It’s awkward. I mean having an idea like this when I’m not wealthy, famous, or charismatic.
As I wrote in an earlier blog, on my first visit to Santa Fe in about 1992, I recognized it as the place where I belonged. And here there is a smaller place whose potential fascinated me from the first time I saw it.
I discovered St. Catherine’s Indian School during my first extended stay beginning in 1999. It is located on an 11-acre tract of land, rather hidden and difficult to access off a neighborhood road. The main building, one of the largest adobes in the United States, is more than three stories tall and looks a bit like a monastery with a small bell tower on top. Sitting upon a hill in the company of 10 other buildings also considered historic, it seems to monitor traffic heading north toward Española.
Another Woman Who Left Her Mark on Santa Fe
St. Catherine’s is a ruin, an in-town ruin, and there is quite a story behind it. The heroine of that story, and in alignment with the theme of this last series of posts–is a woman. Her given name was Katharine Drexel, and she was born into a very wealthy and philanthropic family in Philadelphia in 1858. Upon her father’s death when she was 27, she inherited a portion of his estate, the largest recorded there up to that time. The education of Native Americans was of special interest to her, and she soon donated money for the construction of St. Catherine’s Indian School, which was completed in 1887.
Two years later, Katharine Drexel became a novitiate of the Sisters of Mercy. Two years after that, she founded the Sisters of the Blessed Sacrament, which would be dedicated to the education of Negro and Indian children in some 60 schools nationwide. She would later be credited with integrating the Catholic Church. In 2000, Blessed Mother Mary Katharine Drexel was the second of the first two American-born individuals–both women–to be canonized as saints of the Roman Catholic Church.
With her death at 97 in 1955, her wealth had reverted to the charities designated by her father; and the Sisters found it difficult to support all of their schools. St. Catherine’s closed in 1998, and except as a site for film crews and vandals, the property has been vacant ever since.
Of course many people have had ideas about what to do with it, including one man who is now in prison because of a bad idea. Last year, the Santa Fe Civic Housing Authority acquired the 11 acres for $2 million. It sounds like an amazing deal, but millions will be needed to restore the buildings; and it will be challenging to satisfy the requirements of the Historic Santa Fe Foundation in developing the property.
However, if there were ever an estate loaded with significance, symbolism, and opportunity for the right idea, this must surely be it. I wonder if nothing has succeeded so far because St. Katharine hasn’t approved of it. She was very enlightened for her time, and perhaps she would like to see the ground dedicated to the further evolution of the feminine influence for which she is renowned.

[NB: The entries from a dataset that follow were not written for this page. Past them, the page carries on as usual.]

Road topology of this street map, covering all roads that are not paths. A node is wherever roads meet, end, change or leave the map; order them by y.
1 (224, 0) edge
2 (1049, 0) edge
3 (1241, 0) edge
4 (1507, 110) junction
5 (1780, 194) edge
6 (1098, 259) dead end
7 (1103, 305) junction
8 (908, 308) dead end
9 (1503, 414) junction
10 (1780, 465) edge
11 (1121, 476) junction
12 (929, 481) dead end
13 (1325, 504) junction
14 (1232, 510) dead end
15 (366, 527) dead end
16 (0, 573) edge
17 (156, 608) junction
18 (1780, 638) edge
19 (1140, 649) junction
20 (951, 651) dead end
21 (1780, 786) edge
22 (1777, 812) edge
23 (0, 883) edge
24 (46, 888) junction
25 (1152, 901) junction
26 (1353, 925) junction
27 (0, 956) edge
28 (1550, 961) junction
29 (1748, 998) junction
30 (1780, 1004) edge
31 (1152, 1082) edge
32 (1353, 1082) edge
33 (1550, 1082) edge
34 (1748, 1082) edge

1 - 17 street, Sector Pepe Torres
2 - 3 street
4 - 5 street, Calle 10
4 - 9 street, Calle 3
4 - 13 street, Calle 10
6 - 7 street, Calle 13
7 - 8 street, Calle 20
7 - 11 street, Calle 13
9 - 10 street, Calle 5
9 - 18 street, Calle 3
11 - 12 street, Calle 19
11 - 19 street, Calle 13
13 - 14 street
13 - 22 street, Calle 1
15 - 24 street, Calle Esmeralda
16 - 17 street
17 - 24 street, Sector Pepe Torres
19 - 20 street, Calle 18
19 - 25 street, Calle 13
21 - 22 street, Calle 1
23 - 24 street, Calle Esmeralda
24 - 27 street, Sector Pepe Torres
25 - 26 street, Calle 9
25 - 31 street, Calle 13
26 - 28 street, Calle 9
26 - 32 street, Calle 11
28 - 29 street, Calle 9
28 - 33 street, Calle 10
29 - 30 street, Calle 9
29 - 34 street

First, let’s look at the physical site. As I said earlier, the school seems to survey the highway going to the north, but it also looks down on the Veterans Cemetery where white headstones multiply like snowflakes. Of course, we are indebted to millions who have already served, and more land is needed for graves. However, the feminine mind wonders, “Must the military way of resolving conflicts of interest go on forever?”

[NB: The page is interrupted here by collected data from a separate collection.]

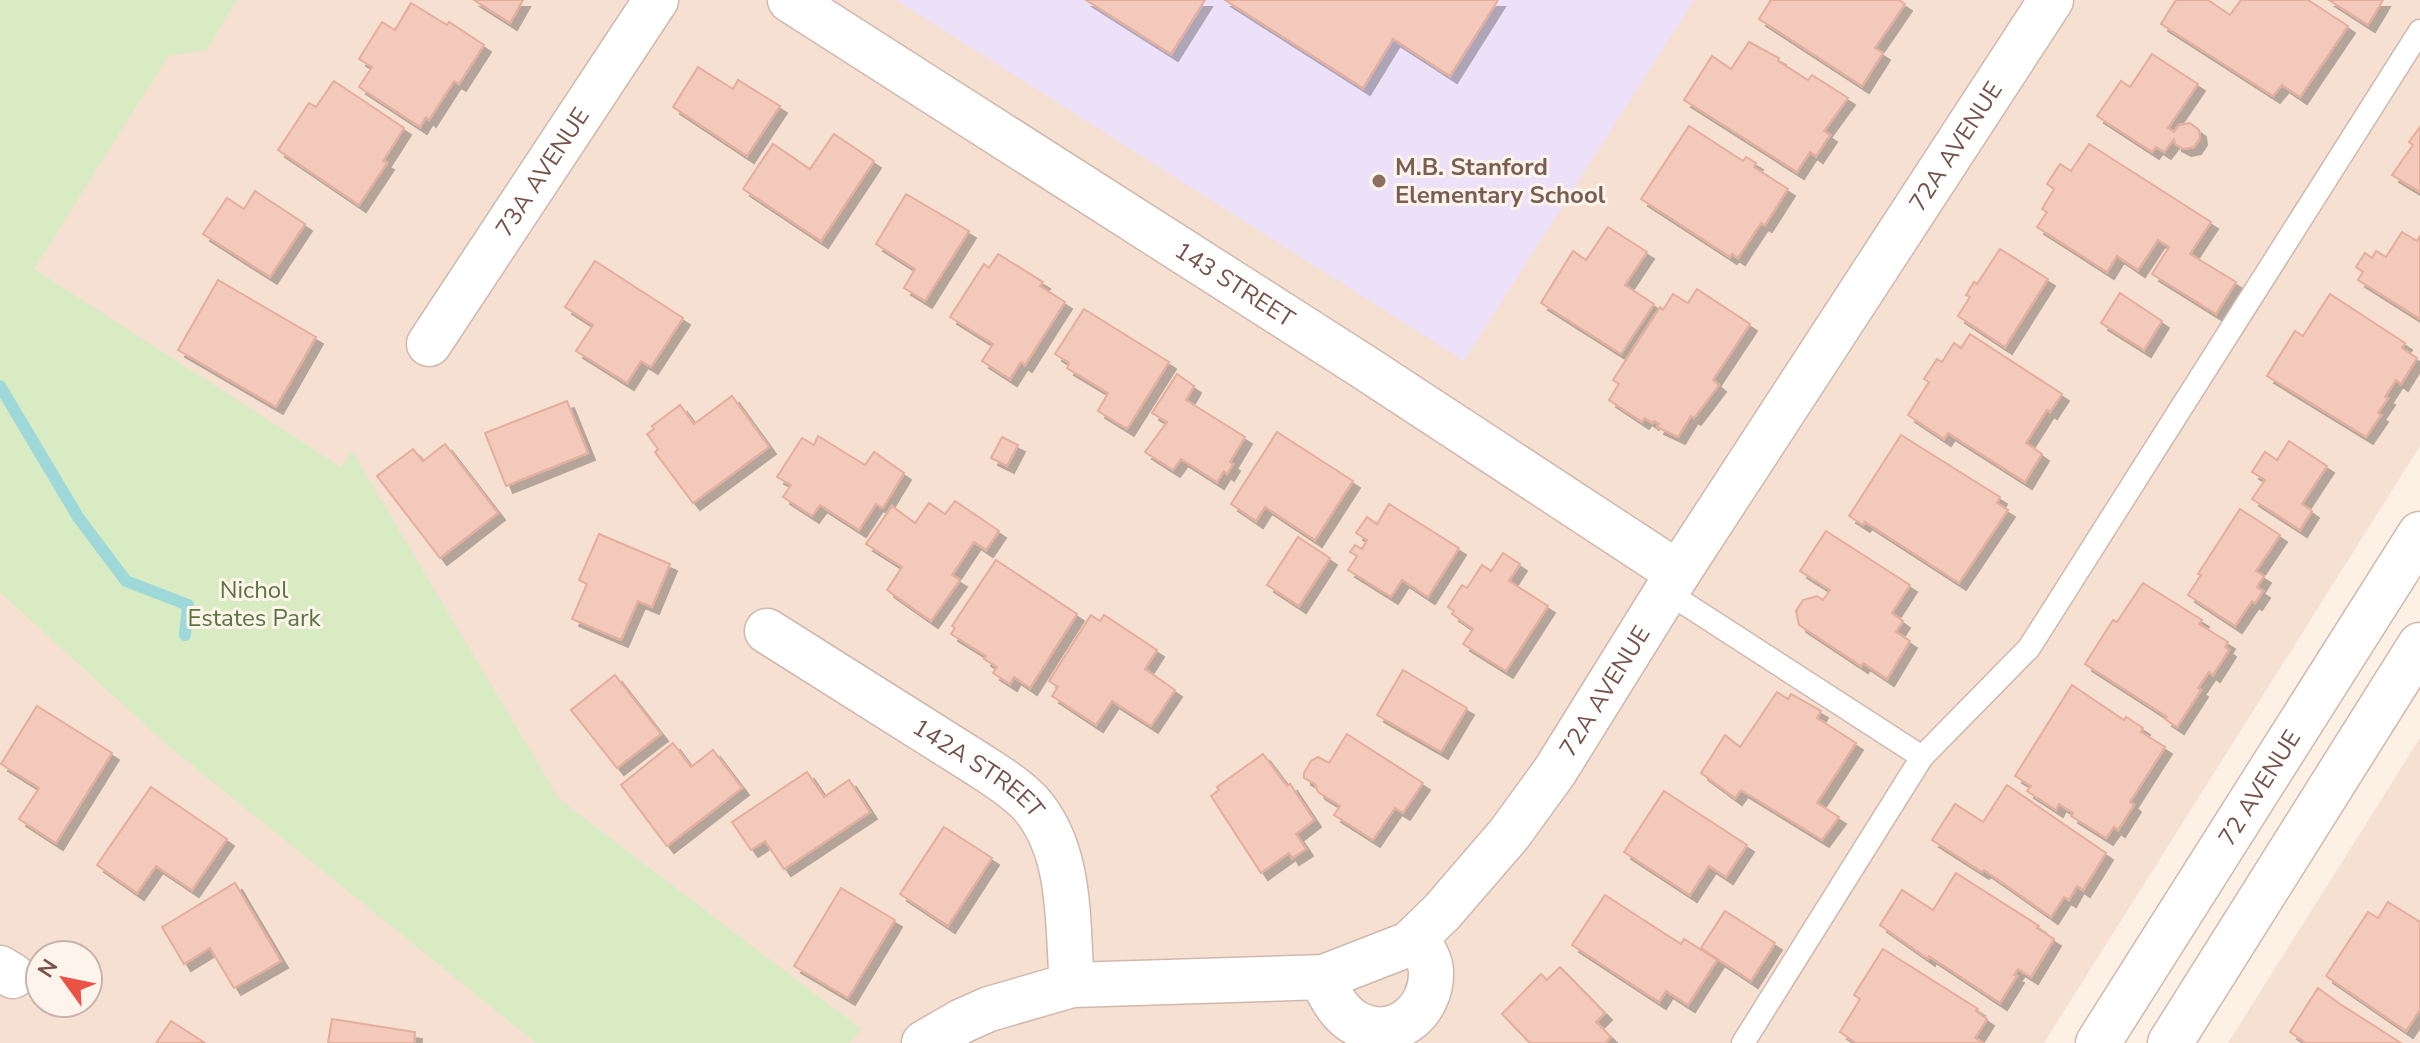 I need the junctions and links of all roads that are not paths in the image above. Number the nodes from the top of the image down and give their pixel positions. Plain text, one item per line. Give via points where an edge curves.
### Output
1 (656, 0) edge
2 (790, 0) edge
3 (2051, 0) edge
4 (2416, 44) edge
5 (429, 344) dead end
6 (2420, 534) edge
7 (1672, 582) junction
8 (767, 631) dead end
9 (2420, 645) edge
10 (1922, 757) junction
11 (1416, 938) junction
12 (1321, 978) junction
13 (1072, 985) junction
14 (924, 1043) edge
15 (1743, 1043) edge
16 (2098, 1043) edge
17 (2170, 1043) edge

1 - 5 street, 73A AVENUE
2 - 7 street, 143 STREET via 1350,359
3 - 7 street, 72A AVENUE
4 - 10 lane via 2029,648
6 - 16 street, 72 AVENUE
7 - 10 lane
7 - 11 street, 72A AVENUE via 1555,771 1476,874
8 - 13 street, 142A STREET via 1015,788 1032,805 1062,867
9 - 17 street
10 - 15 lane
11 - 12 street, 72A AVENUE
11 - 12 street via 1431,971 1426,1002 1416,1015 1389,1029 1360,1025 1336,1006
12 - 13 street, 72A AVENUE
13 - 14 street, 72A AVENUE via 989,1009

And in the main building, which I toured one day, an energy endures that is unmistakably troubled. As did pioneers of all persuasions in America, the Catholic Church mistreated Indians in some ways. Many of us now understand how unkind and unjust it was to try to supplant indigenous spirituality. The effort has resulted in something shamans recognize as a collective “soul loss.” Nevertheless, I have read interviews with Native Americans revealing fond memories and gratitude for their education here.
The Story of the Garden
Now back to the feminine. With regard to the status of women in her time, Katharine Drexel was privileged in rare ways by establishing and governing her own order. However, she was not exempt from the teachings of Christianity that have deliberately and relentlessly subordinated the feminine. One story in particular comes up.
I refer to that of Adam and Eve, supposedly the first humans. We learned from this story that Eve was manipulated by Satan/the Snake to tempt Adam to eat an apple from the tree of knowledge of good and evil. According to doctrine, Eve’s act resulted in humanity being banished from paradise in the Garden of Eden. From the first telling, this myth has lain like a curse on the feminine psyche. Ironically, the apple has endured and flourished as a profitable cash crop.
So what is the destiny of the prime piece of property on which the St. Catherine’s Indian School complex stands?
My thought is that the time is ripe for someone or some group with the wealth, vision, and determination of St. Katharine to take advantage of an extraordinary opportunity here. It would mean finding a way to create on this historic ground an institute or think tank where unfettered feminine intellect could be dedicated to finding new solutions to humanity’s foremost problems. The two pillars of success would be (1) the pursuit of truth and (2) a reverence for balance.
I realize that this is a fantasy, but creativity is known to flourish during chaotic and dangerous times like the present And there are now many women in the world who have by their own hand created the kind of wealth that Katharine Drexel inherited. In a manner of speaking, this is a matter of coming full circle. Since we have been blamed since the very beginning of our history for the exit from the Garden of Eden, it is only right that we assume responsibility for mapping the return.